Saved data entries:
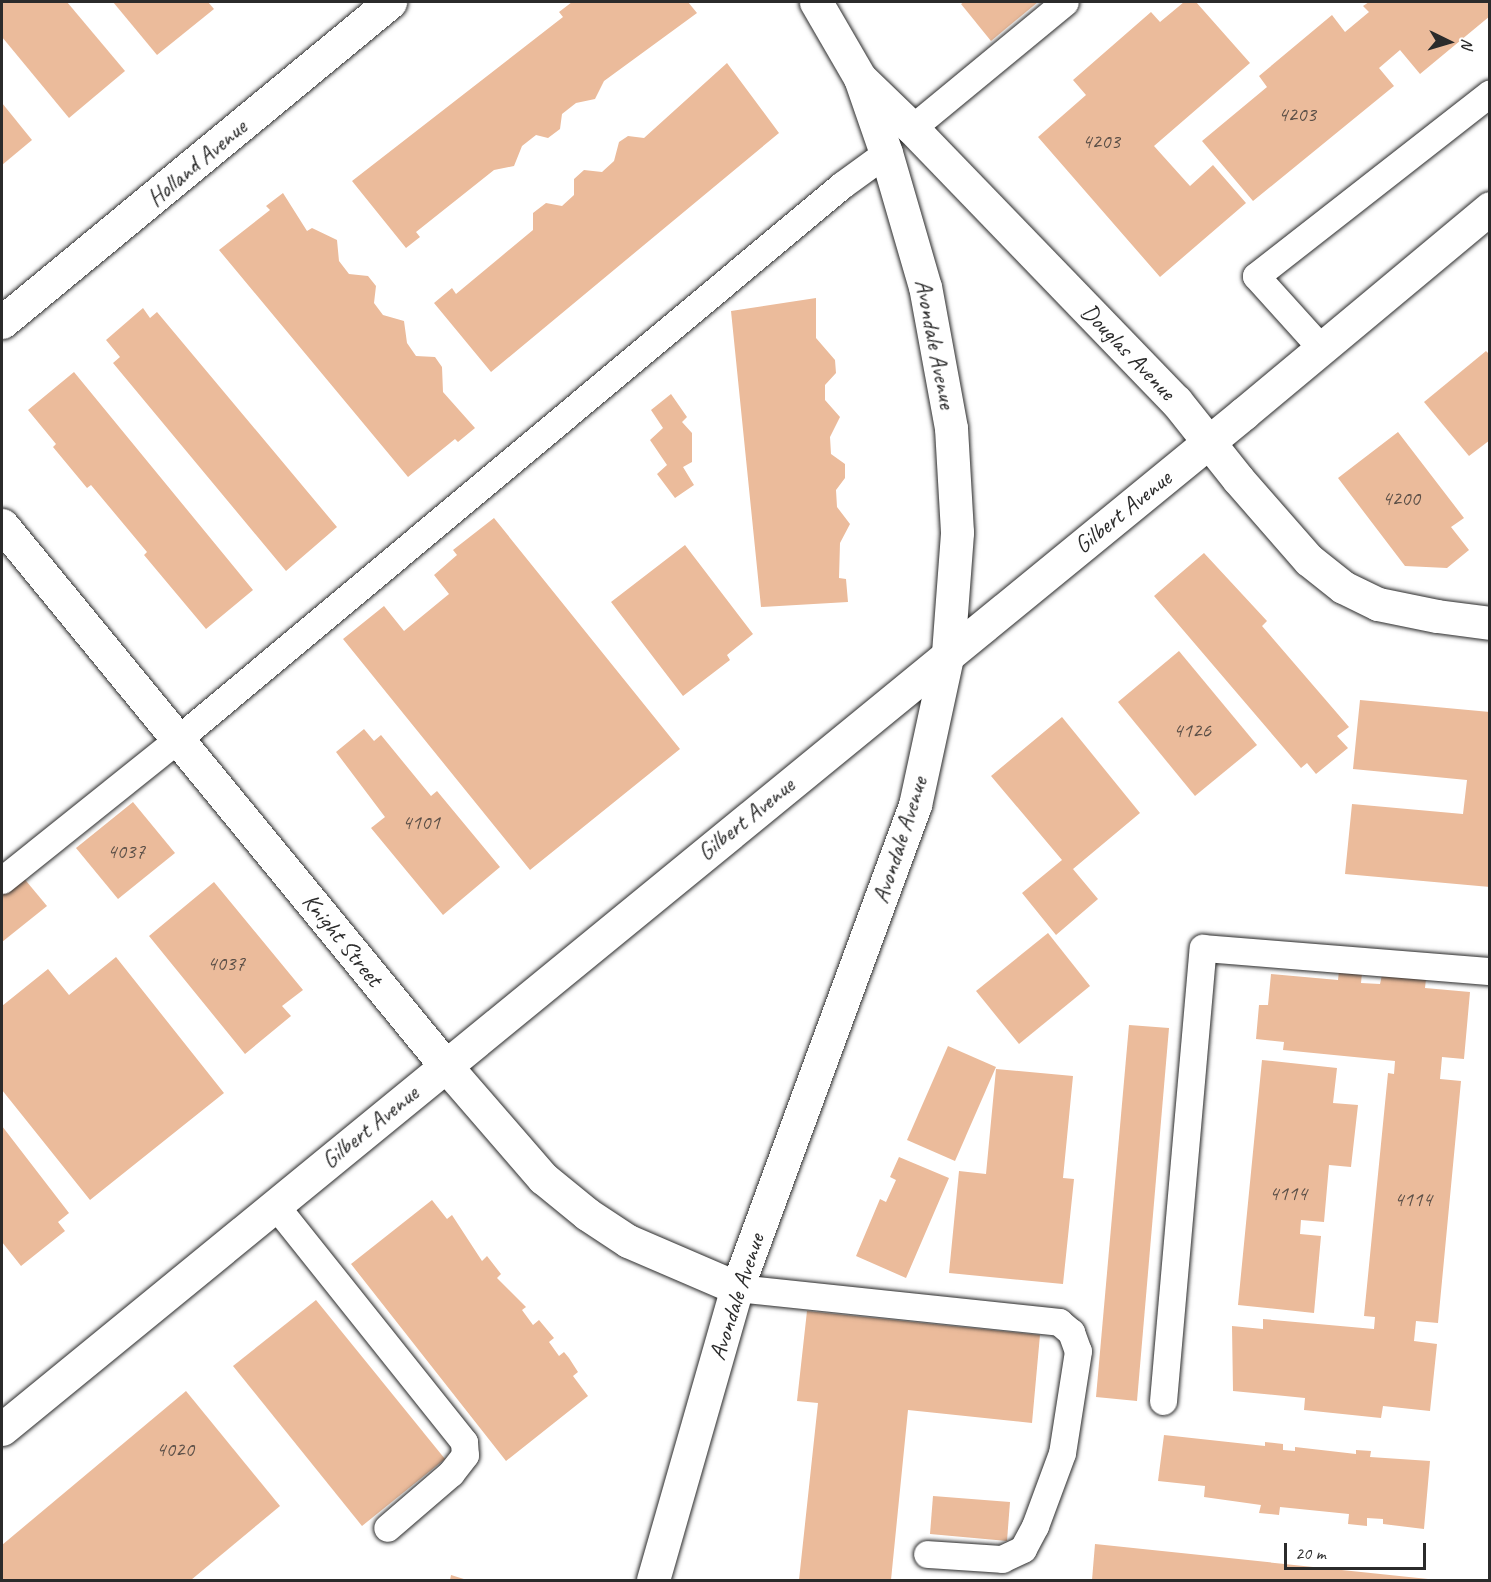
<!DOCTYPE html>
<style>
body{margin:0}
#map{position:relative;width:1491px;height:1582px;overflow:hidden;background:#fff;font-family:Caveat,sans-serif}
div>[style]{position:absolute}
.building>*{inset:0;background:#ebbb9b}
.roads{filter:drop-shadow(0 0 2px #2b2b2b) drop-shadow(0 0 2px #2b2b2b)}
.service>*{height:27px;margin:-13.5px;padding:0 13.5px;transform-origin:13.5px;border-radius:13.5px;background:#fff}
.minor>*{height:33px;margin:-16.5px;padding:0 16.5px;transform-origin:16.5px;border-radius:16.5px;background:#fff}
.secondary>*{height:33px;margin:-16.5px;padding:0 16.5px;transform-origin:16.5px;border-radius:16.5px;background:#fff}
span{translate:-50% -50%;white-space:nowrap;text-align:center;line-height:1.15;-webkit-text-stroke:5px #fff;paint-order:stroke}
.number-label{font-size:21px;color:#5b4f47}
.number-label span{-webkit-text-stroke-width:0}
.street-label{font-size:24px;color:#2b2b2b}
.frame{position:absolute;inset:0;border:3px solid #2b2b2b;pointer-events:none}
.north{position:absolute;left:1419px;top:12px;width:60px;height:60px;-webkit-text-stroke:4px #fff;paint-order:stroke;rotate:95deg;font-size:16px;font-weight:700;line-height:24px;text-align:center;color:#2b2b2b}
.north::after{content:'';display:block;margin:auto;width:21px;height:27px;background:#2b2b2b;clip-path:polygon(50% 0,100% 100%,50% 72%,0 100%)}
.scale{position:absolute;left:1284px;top:1543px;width:142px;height:27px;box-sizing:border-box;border:3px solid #2b2b2b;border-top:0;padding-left:8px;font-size:18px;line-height:21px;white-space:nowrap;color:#2b2b2b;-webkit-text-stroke:4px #fff;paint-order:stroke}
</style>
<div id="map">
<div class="building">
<div style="clip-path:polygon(2px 2px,67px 2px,125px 71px,69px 118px,2px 37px)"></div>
<div style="clip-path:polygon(113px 2px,208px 2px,214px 9px,157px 55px)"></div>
<div style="clip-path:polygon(572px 2px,688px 2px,697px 13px,604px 81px,595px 99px,576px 103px,562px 114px,560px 129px,548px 138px,536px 135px,522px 146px,514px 166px,494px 170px,416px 232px,420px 237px,406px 248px,352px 181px,563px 17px,559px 12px)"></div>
<div style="clip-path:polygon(964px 2px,1038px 2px,991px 41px,961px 4px)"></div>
<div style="clip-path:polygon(1184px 2px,1196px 2px,1250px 63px,1154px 146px,1190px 186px,1213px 165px,1246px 203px,1160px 277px,1038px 137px,1086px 95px,1073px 80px,1151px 12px,1160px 22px)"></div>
<div style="clip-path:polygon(1369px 2px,1490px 2px,1490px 16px,1420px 74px,1400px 50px,1379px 68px,1394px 86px,1253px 201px,1202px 141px,1267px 87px,1259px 76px,1332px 15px,1345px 32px,1369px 12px,1363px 6px)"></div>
<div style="clip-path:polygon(727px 63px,779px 133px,491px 372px,434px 303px,452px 288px,456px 294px,533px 230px,533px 213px,546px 203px,562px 206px,574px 195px,574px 179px,584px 170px,602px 172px,614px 161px,619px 142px,628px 136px,644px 138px)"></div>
<div style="clip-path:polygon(2px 103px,32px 140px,2px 165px)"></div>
<div style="clip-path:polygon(283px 193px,307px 231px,312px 228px,337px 240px,339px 261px,349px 274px,368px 276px,376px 286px,374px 303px,383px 315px,404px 321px,407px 343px,416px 356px,435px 357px,442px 367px,443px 392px,475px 428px,458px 442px,455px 439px,408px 477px,219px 250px,270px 210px,266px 206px)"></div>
<div style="clip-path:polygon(816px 298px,816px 338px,835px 360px,836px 373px,825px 385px,825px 400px,840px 417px,830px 437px,831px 454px,845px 464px,845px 478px,836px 490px,837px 507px,850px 524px,840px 543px,839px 578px,846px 579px,848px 602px,761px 607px,731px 311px)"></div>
<div style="clip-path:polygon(143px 308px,150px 318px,157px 312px,337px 527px,286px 571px,113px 363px,120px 357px,106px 340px)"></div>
<div style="clip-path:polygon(1486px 351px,1490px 355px,1490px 440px,1469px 456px,1424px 402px)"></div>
<div style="clip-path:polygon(74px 372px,253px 590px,206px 629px,144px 555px,147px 552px,91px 485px,87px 488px,53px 447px,56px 444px,28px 410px)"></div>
<div style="clip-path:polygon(671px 394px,687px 417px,682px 422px,692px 433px,692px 462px,683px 467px,694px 485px,675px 498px,657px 474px,667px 465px,650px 440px,663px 428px,651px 410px)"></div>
<div style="clip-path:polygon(1398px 432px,1464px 518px,1451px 527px,1469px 550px,1447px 568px,1405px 566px,1338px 478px)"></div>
<div style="clip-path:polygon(494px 518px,680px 749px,530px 870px,343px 639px,384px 606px,404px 631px,449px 594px,434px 575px,457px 555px,453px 550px)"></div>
<div style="clip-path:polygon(685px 545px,753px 634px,727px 655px,730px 660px,683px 696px,611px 602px)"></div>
<div style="clip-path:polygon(1204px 553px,1267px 621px,1262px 626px,1349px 727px,1337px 736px,1348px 748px,1316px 774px,1307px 763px,1301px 768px,1154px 596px)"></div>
<div style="clip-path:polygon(1179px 651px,1257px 745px,1195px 796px,1118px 702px)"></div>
<div style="clip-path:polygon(1360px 700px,1490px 712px,1490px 887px,1345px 874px,1352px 804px,1463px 814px,1467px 780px,1353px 769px)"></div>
<div style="clip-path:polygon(1062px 717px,1140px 813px,1073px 869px,1098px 899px,1056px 935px,1022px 893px,1062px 860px,991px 776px)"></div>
<div style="clip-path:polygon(364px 729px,374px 741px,381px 735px,431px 796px,437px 791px,500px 867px,443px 915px,371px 828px,385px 817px,336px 752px)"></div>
<div style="clip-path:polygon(133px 802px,175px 853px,118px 899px,76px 848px)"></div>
<div style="clip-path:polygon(22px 876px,47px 906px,2px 942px,2px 892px)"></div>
<div style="clip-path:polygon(214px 882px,303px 990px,282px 1006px,291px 1016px,245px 1054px,149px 936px)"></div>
<div style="clip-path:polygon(1048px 933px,1090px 986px,1019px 1044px,976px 991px)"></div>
<div style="clip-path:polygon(116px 957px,224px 1093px,90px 1200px,2px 1090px,2px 1006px,48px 969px,69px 995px)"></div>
<div style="clip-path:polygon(1339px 971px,1362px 973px,1361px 983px,1380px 984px,1382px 975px,1426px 979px,1425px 988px,1470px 992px,1464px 1059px,1442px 1057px,1440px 1079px,1461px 1081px,1438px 1323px,1416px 1321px,1414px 1341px,1437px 1344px,1430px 1411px,1383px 1406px,1381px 1418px,1304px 1410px,1305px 1398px,1233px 1391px,1232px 1326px,1263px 1329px,1263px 1319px,1374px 1329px,1375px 1317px,1364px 1316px,1388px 1073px,1394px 1074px,1395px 1061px,1283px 1050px,1284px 1042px,1256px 1039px,1259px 1005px,1268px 1005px,1271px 974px,1338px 980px)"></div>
<div style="clip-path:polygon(1129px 1025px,1169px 1028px,1137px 1401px,1096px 1397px)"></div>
<div style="clip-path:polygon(948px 1046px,996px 1067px,955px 1161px,907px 1140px)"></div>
<div style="clip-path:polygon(1262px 1060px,1337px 1068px,1333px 1103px,1358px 1105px,1351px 1167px,1329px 1165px,1324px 1222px,1301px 1220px,1300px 1234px,1321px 1236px,1314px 1313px,1238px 1305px)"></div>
<div style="clip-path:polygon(996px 1069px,1073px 1076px,1063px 1178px,1074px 1179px,1063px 1284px,949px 1273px,959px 1171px,986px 1174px)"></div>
<div style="clip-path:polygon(2px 1126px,69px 1213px,58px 1222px,65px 1231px,21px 1266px,2px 1242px)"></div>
<div style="clip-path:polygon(899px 1157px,949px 1178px,906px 1278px,856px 1256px,880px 1199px,886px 1202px,896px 1180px,890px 1177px)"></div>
<div style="clip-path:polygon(432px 1200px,447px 1219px,452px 1215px,482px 1261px,487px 1256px,501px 1274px,497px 1278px,526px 1307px,522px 1310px,533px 1325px,539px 1320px,554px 1338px,549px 1342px,559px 1356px,564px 1352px,569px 1358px,578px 1372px,573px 1376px,588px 1396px,506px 1461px,351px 1264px)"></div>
<div style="clip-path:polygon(316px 1300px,445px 1459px,362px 1526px,233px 1366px)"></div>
<div style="clip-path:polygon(807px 1311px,1040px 1335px,1032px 1423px,908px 1410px,891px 1580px,799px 1580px,818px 1403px,797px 1401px)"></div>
<div style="clip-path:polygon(186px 1391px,280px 1506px,191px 1580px,2px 1580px,2px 1545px)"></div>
<div style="clip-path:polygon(1164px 1435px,1265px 1446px,1265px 1442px,1283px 1444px,1283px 1450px,1295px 1451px,1295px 1447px,1356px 1454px,1356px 1450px,1371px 1451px,1370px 1457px,1430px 1461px,1424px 1529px,1383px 1524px,1383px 1519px,1367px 1518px,1367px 1526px,1348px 1524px,1349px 1514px,1280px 1507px,1279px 1515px,1259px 1513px,1261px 1505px,1204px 1497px,1205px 1486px,1158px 1481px)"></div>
<div style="clip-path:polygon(933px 1496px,1010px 1502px,1007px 1541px,930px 1534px)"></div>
<div style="clip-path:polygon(1095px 1544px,1428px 1579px,1427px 1580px,1092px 1580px)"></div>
<div style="clip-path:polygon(451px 1575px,467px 1580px,450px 1580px)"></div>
</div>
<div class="roads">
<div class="service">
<div style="left:912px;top:128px;width:198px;rotate:-39.5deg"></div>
<div style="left:1321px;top:348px;width:97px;rotate:-132.1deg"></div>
<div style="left:1256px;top:276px;width:297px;rotate:-38deg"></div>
<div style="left:2px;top:880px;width:226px;rotate:-38.7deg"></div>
<div style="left:178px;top:739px;width:865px;rotate:-39.84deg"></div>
<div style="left:842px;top:185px;width:54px;rotate:-36deg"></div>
<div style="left:275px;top:1205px;width:303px;rotate:51.4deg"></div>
<div style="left:464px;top:1442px;width:13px;rotate:86deg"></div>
<div style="left:465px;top:1455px;width:23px;rotate:128deg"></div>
<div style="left:451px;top:1473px;width:84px;rotate:139.3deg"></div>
<div style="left:737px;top:1288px;width:324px;rotate:6deg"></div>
<div style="left:1059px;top:1322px;width:16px;rotate:40deg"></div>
<div style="left:1071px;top:1332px;width:20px;rotate:70deg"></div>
<div style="left:1078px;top:1351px;width:103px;rotate:98.9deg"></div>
<div style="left:1062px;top:1453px;width:78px;rotate:110.3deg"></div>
<div style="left:1035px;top:1526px;width:26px;rotate:118deg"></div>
<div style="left:1023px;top:1549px;width:23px;rotate:155deg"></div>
<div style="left:1002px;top:1559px;width:75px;rotate:-176.2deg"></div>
<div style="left:1163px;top:1401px;width:455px;rotate:-85deg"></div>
<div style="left:1203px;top:948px;width:288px;rotate:4.6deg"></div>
</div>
<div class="minor">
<div style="left:860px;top:78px;width:72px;rotate:43.9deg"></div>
<div style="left:912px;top:128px;width:380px;rotate:46deg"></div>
<div style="left:1176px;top:401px;width:100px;rotate:51.5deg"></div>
<div style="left:1238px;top:479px;width:108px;rotate:48.8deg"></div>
<div style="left:1309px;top:560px;width:43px;rotate:38.5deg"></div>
<div style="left:1343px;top:587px;width:39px;rotate:26deg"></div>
<div style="left:1378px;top:604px;width:60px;rotate:11.5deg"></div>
<div style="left:1437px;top:616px;width:53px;rotate:7.5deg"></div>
<div style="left:2px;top:322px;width:503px;rotate:-39.51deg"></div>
<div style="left:2px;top:525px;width:698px;rotate:50.64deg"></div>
<div style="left:445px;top:1065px;width:150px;rotate:49.1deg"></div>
<div style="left:543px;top:1178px;width:57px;rotate:39.3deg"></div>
<div style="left:587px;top:1214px;width:49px;rotate:33.4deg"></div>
<div style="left:628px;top:1241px;width:119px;rotate:23.3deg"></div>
<div style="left:2px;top:1429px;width:1605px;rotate:-39.28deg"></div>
<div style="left:1244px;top:413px;width:320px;rotate:-39.8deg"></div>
</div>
<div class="secondary">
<div style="left:653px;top:1580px;width:304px;rotate:-74deg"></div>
<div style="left:737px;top:1288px;width:515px;rotate:-69.77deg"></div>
<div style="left:915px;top:805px;width:156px;rotate:-77.8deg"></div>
<div style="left:948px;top:653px;width:121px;rotate:-85.7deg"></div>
<div style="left:957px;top:532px;width:104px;rotate:-93.3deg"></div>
<div style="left:951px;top:428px;width:143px;rotate:-100.4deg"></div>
<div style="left:925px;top:287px;width:140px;rotate:-106.2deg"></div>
<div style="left:886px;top:153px;width:79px;rotate:-109.1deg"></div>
<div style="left:860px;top:78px;width:88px;rotate:-120.1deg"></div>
</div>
</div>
<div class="number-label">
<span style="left:1297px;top:114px">4203</span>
<span style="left:1101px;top:141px">4203</span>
<span style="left:1401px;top:498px">4200</span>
<span style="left:1192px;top:730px">4126</span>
<span style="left:421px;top:822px">4101</span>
<span style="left:126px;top:851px">4037</span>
<span style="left:226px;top:963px">4037</span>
<span style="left:1288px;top:1193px">4114</span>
<span style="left:1413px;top:1199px">4114</span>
<span style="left:175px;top:1449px">4020</span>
</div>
<div class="street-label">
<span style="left:197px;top:163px;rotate:-40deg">Holland Avenue</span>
<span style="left:935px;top:344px;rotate:79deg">Avondale Avenue</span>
<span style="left:1128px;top:352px;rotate:46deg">Douglas Avenue</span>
<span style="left:1123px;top:512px;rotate:-39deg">Gilbert Avenue</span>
<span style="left:746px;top:819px;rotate:-39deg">Gilbert Avenue</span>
<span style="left:900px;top:840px;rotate:-72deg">Avondale Avenue</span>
<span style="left:342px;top:940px;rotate:51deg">Knight Street</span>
<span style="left:370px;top:1127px;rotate:-39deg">Gilbert Avenue</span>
<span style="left:737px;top:1297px;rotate:-72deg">Avondale Avenue</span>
</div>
<div class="frame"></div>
<div class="north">N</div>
<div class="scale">20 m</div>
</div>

Problem details: Give again, word for word, every line from the top of the entries above to the line holding "2px #2b2b2b) drop-shadow(0", both included. Leave the pictures out.

Solution:
<!DOCTYPE html>
<style>
body{margin:0}
#map{position:relative;width:1491px;height:1582px;overflow:hidden;background:#fff;font-family:Caveat,sans-serif}
div>[style]{position:absolute}
.building>*{inset:0;background:#ebbb9b}
.roads{filter:drop-shadow(0 0 2px #2b2b2b) drop-shadow(0 0 2px #2b2b2b)}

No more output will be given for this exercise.